PROMPT: All records below are to be set down exactly, each character intact.

Collected data entries

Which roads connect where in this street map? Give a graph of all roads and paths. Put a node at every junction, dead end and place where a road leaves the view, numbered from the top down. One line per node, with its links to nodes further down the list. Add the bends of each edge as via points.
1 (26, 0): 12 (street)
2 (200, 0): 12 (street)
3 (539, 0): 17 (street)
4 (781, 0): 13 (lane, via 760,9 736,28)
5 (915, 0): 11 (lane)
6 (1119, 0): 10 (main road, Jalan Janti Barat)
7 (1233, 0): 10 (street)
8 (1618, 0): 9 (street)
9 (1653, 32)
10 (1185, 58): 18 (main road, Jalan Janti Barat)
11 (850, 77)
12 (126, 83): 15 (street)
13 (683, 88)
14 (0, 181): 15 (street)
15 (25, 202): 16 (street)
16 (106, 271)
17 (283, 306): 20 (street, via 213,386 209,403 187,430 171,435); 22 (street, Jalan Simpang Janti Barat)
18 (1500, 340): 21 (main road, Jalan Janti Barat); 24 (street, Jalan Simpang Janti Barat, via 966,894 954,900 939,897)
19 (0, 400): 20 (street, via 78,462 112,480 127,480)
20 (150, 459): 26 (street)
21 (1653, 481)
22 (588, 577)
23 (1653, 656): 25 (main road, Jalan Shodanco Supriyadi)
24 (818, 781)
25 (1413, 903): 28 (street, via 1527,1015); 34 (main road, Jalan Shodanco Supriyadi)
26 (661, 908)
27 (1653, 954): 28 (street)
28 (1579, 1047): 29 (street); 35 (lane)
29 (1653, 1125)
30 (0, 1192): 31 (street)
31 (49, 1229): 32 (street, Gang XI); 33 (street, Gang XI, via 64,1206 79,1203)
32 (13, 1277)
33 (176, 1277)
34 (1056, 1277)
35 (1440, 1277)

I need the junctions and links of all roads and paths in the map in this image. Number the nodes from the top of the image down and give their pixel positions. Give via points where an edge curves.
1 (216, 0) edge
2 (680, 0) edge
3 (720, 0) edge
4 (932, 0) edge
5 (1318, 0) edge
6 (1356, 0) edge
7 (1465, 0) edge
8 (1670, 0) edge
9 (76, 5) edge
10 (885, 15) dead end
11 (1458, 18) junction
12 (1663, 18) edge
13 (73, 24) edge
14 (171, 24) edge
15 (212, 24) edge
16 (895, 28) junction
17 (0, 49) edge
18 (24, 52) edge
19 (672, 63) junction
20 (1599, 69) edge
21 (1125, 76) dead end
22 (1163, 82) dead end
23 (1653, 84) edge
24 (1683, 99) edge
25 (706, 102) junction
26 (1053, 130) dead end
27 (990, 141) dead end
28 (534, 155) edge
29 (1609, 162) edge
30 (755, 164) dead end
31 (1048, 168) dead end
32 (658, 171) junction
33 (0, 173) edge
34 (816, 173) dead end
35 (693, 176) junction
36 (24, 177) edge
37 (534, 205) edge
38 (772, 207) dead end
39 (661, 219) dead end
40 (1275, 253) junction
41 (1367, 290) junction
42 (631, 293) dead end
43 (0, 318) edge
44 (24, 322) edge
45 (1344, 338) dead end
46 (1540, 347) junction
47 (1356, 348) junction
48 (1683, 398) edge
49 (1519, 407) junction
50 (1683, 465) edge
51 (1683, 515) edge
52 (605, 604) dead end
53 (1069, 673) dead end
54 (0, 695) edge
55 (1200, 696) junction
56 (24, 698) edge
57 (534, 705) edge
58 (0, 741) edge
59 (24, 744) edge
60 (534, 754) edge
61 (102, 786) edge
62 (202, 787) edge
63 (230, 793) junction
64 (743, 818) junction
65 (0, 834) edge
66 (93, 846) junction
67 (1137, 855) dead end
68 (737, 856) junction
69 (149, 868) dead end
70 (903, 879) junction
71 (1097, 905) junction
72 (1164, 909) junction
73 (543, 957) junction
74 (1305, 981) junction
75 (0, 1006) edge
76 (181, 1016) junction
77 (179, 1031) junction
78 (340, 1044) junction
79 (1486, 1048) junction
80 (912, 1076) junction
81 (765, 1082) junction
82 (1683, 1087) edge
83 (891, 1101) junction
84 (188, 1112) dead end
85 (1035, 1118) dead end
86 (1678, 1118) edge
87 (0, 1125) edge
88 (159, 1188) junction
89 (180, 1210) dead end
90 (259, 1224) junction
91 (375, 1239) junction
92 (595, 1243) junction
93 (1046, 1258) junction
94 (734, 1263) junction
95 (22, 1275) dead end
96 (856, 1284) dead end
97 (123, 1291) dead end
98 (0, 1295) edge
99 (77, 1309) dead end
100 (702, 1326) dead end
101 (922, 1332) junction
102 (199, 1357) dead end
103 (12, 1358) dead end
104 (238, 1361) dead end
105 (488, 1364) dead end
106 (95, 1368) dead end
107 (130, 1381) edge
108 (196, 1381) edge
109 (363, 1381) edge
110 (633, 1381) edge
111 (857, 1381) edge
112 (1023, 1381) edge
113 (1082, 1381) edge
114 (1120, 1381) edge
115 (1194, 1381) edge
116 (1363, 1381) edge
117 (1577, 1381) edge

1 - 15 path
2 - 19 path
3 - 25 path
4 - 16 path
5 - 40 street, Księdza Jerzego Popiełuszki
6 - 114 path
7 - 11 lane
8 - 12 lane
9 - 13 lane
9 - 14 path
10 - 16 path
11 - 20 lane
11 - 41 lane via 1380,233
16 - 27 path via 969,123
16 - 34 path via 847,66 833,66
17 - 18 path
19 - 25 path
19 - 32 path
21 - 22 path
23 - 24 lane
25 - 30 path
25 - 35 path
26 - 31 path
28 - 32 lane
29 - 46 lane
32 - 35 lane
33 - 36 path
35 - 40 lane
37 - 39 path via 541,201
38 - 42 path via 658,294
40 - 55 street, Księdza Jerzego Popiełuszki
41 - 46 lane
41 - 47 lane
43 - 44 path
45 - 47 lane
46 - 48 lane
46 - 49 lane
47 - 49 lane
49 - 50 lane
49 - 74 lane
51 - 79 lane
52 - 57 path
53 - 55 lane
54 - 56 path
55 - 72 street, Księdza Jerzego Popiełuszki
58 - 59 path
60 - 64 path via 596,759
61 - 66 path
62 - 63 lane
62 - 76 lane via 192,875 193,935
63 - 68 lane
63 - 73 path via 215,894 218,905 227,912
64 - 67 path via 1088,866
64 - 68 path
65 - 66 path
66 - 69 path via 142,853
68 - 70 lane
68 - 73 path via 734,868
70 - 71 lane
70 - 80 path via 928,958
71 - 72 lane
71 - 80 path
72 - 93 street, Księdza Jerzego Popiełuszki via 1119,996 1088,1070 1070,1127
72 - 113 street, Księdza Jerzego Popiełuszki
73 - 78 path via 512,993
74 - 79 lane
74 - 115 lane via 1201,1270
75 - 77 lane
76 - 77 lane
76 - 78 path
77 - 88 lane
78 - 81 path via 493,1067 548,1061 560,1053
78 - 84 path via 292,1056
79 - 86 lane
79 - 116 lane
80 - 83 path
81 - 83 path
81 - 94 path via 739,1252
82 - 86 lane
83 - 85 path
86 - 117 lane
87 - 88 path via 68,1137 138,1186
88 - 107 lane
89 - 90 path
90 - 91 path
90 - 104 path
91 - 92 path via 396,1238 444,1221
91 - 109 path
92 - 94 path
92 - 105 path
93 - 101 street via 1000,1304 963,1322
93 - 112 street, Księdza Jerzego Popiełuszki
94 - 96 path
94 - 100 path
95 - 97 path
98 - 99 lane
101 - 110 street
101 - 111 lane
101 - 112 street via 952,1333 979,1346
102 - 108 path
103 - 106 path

ANSWER BOX:
Which roads connect where in this street map? Give a graph of all roads and paths. Put a node at every junction, dead end and place where a road leaves the view, numbered from the top down. One line per node, with its links to nodes further down the list. Add the bends of each edge as via points.
1 (26, 0): 12 (street)
2 (200, 0): 12 (street)
3 (539, 0): 17 (street)
4 (781, 0): 13 (lane, via 760,9 736,28)
5 (915, 0): 11 (lane)
6 (1119, 0): 10 (main road, Jalan Janti Barat)
7 (1233, 0): 10 (street)
8 (1618, 0): 9 (street)
9 (1653, 32)
10 (1185, 58): 18 (main road, Jalan Janti Barat)
11 (850, 77)
12 (126, 83): 15 (street)
13 (683, 88)
14 (0, 181): 15 (street)
15 (25, 202): 16 (street)
16 (106, 271)
17 (283, 306): 20 (street, via 213,386 209,403 187,430 171,435); 22 (street, Jalan Simpang Janti Barat)
18 (1500, 340): 21 (main road, Jalan Janti Barat); 24 (street, Jalan Simpang Janti Barat, via 966,894 954,900 939,897)
19 (0, 400): 20 (street, via 78,462 112,480 127,480)
20 (150, 459): 26 (street)
21 (1653, 481)
22 (588, 577)
23 (1653, 656): 25 (main road, Jalan Shodanco Supriyadi)
24 (818, 781)
25 (1413, 903): 28 (street, via 1527,1015); 34 (main road, Jalan Shodanco Supriyadi)
26 (661, 908)
27 (1653, 954): 28 (street)
28 (1579, 1047): 29 (street); 35 (lane)
29 (1653, 1125)
30 (0, 1192): 31 (street)
31 (49, 1229): 32 (street, Gang XI); 33 (street, Gang XI, via 64,1206 79,1203)
32 (13, 1277)
33 (176, 1277)
34 (1056, 1277)
35 (1440, 1277)

I need the junctions and links of all roads and paths in the map in this image. Number the nodes from the top of the image down and give their pixel positions. Give via points where an edge curves.
1 (216, 0) edge
2 (680, 0) edge
3 (720, 0) edge
4 (932, 0) edge
5 (1318, 0) edge
6 (1356, 0) edge
7 (1465, 0) edge
8 (1670, 0) edge
9 (76, 5) edge
10 (885, 15) dead end
11 (1458, 18) junction
12 (1663, 18) edge
13 (73, 24) edge
14 (171, 24) edge
15 (212, 24) edge
16 (895, 28) junction
17 (0, 49) edge
18 (24, 52) edge
19 (672, 63) junction
20 (1599, 69) edge
21 (1125, 76) dead end
22 (1163, 82) dead end
23 (1653, 84) edge
24 (1683, 99) edge
25 (706, 102) junction
26 (1053, 130) dead end
27 (990, 141) dead end
28 (534, 155) edge
29 (1609, 162) edge
30 (755, 164) dead end
31 (1048, 168) dead end
32 (658, 171) junction
33 (0, 173) edge
34 (816, 173) dead end
35 (693, 176) junction
36 (24, 177) edge
37 (534, 205) edge
38 (772, 207) dead end
39 (661, 219) dead end
40 (1275, 253) junction
41 (1367, 290) junction
42 (631, 293) dead end
43 (0, 318) edge
44 (24, 322) edge
45 (1344, 338) dead end
46 (1540, 347) junction
47 (1356, 348) junction
48 (1683, 398) edge
49 (1519, 407) junction
50 (1683, 465) edge
51 (1683, 515) edge
52 (605, 604) dead end
53 (1069, 673) dead end
54 (0, 695) edge
55 (1200, 696) junction
56 (24, 698) edge
57 (534, 705) edge
58 (0, 741) edge
59 (24, 744) edge
60 (534, 754) edge
61 (102, 786) edge
62 (202, 787) edge
63 (230, 793) junction
64 (743, 818) junction
65 (0, 834) edge
66 (93, 846) junction
67 (1137, 855) dead end
68 (737, 856) junction
69 (149, 868) dead end
70 (903, 879) junction
71 (1097, 905) junction
72 (1164, 909) junction
73 (543, 957) junction
74 (1305, 981) junction
75 (0, 1006) edge
76 (181, 1016) junction
77 (179, 1031) junction
78 (340, 1044) junction
79 (1486, 1048) junction
80 (912, 1076) junction
81 (765, 1082) junction
82 (1683, 1087) edge
83 (891, 1101) junction
84 (188, 1112) dead end
85 (1035, 1118) dead end
86 (1678, 1118) edge
87 (0, 1125) edge
88 (159, 1188) junction
89 (180, 1210) dead end
90 (259, 1224) junction
91 (375, 1239) junction
92 (595, 1243) junction
93 (1046, 1258) junction
94 (734, 1263) junction
95 (22, 1275) dead end
96 (856, 1284) dead end
97 (123, 1291) dead end
98 (0, 1295) edge
99 (77, 1309) dead end
100 (702, 1326) dead end
101 (922, 1332) junction
102 (199, 1357) dead end
103 (12, 1358) dead end
104 (238, 1361) dead end
105 (488, 1364) dead end
106 (95, 1368) dead end
107 (130, 1381) edge
108 (196, 1381) edge
109 (363, 1381) edge
110 (633, 1381) edge
111 (857, 1381) edge
112 (1023, 1381) edge
113 (1082, 1381) edge
114 (1120, 1381) edge
115 (1194, 1381) edge
116 (1363, 1381) edge
117 (1577, 1381) edge

1 - 15 path
2 - 19 path
3 - 25 path
4 - 16 path
5 - 40 street, Księdza Jerzego Popiełuszki
6 - 114 path
7 - 11 lane
8 - 12 lane
9 - 13 lane
9 - 14 path
10 - 16 path
11 - 20 lane
11 - 41 lane via 1380,233
16 - 27 path via 969,123
16 - 34 path via 847,66 833,66
17 - 18 path
19 - 25 path
19 - 32 path
21 - 22 path
23 - 24 lane
25 - 30 path
25 - 35 path
26 - 31 path
28 - 32 lane
29 - 46 lane
32 - 35 lane
33 - 36 path
35 - 40 lane
37 - 39 path via 541,201
38 - 42 path via 658,294
40 - 55 street, Księdza Jerzego Popiełuszki
41 - 46 lane
41 - 47 lane
43 - 44 path
45 - 47 lane
46 - 48 lane
46 - 49 lane
47 - 49 lane
49 - 50 lane
49 - 74 lane
51 - 79 lane
52 - 57 path
53 - 55 lane
54 - 56 path
55 - 72 street, Księdza Jerzego Popiełuszki
58 - 59 path
60 - 64 path via 596,759
61 - 66 path
62 - 63 lane
62 - 76 lane via 192,875 193,935
63 - 68 lane
63 - 73 path via 215,894 218,905 227,912
64 - 67 path via 1088,866
64 - 68 path
65 - 66 path
66 - 69 path via 142,853
68 - 70 lane
68 - 73 path via 734,868
70 - 71 lane
70 - 80 path via 928,958
71 - 72 lane
71 - 80 path
72 - 93 street, Księdza Jerzego Popiełuszki via 1119,996 1088,1070 1070,1127
72 - 113 street, Księdza Jerzego Popiełuszki
73 - 78 path via 512,993
74 - 79 lane
74 - 115 lane via 1201,1270
75 - 77 lane
76 - 77 lane
76 - 78 path
77 - 88 lane
78 - 81 path via 493,1067 548,1061 560,1053
78 - 84 path via 292,1056
79 - 86 lane
79 - 116 lane
80 - 83 path
81 - 83 path
81 - 94 path via 739,1252
82 - 86 lane
83 - 85 path
86 - 117 lane
87 - 88 path via 68,1137 138,1186
88 - 107 lane
89 - 90 path
90 - 91 path
90 - 104 path
91 - 92 path via 396,1238 444,1221
91 - 109 path
92 - 94 path
92 - 105 path
93 - 101 street via 1000,1304 963,1322
93 - 112 street, Księdza Jerzego Popiełuszki
94 - 96 path
94 - 100 path
95 - 97 path
98 - 99 lane
101 - 110 street
101 - 111 lane
101 - 112 street via 952,1333 979,1346
102 - 108 path
103 - 106 path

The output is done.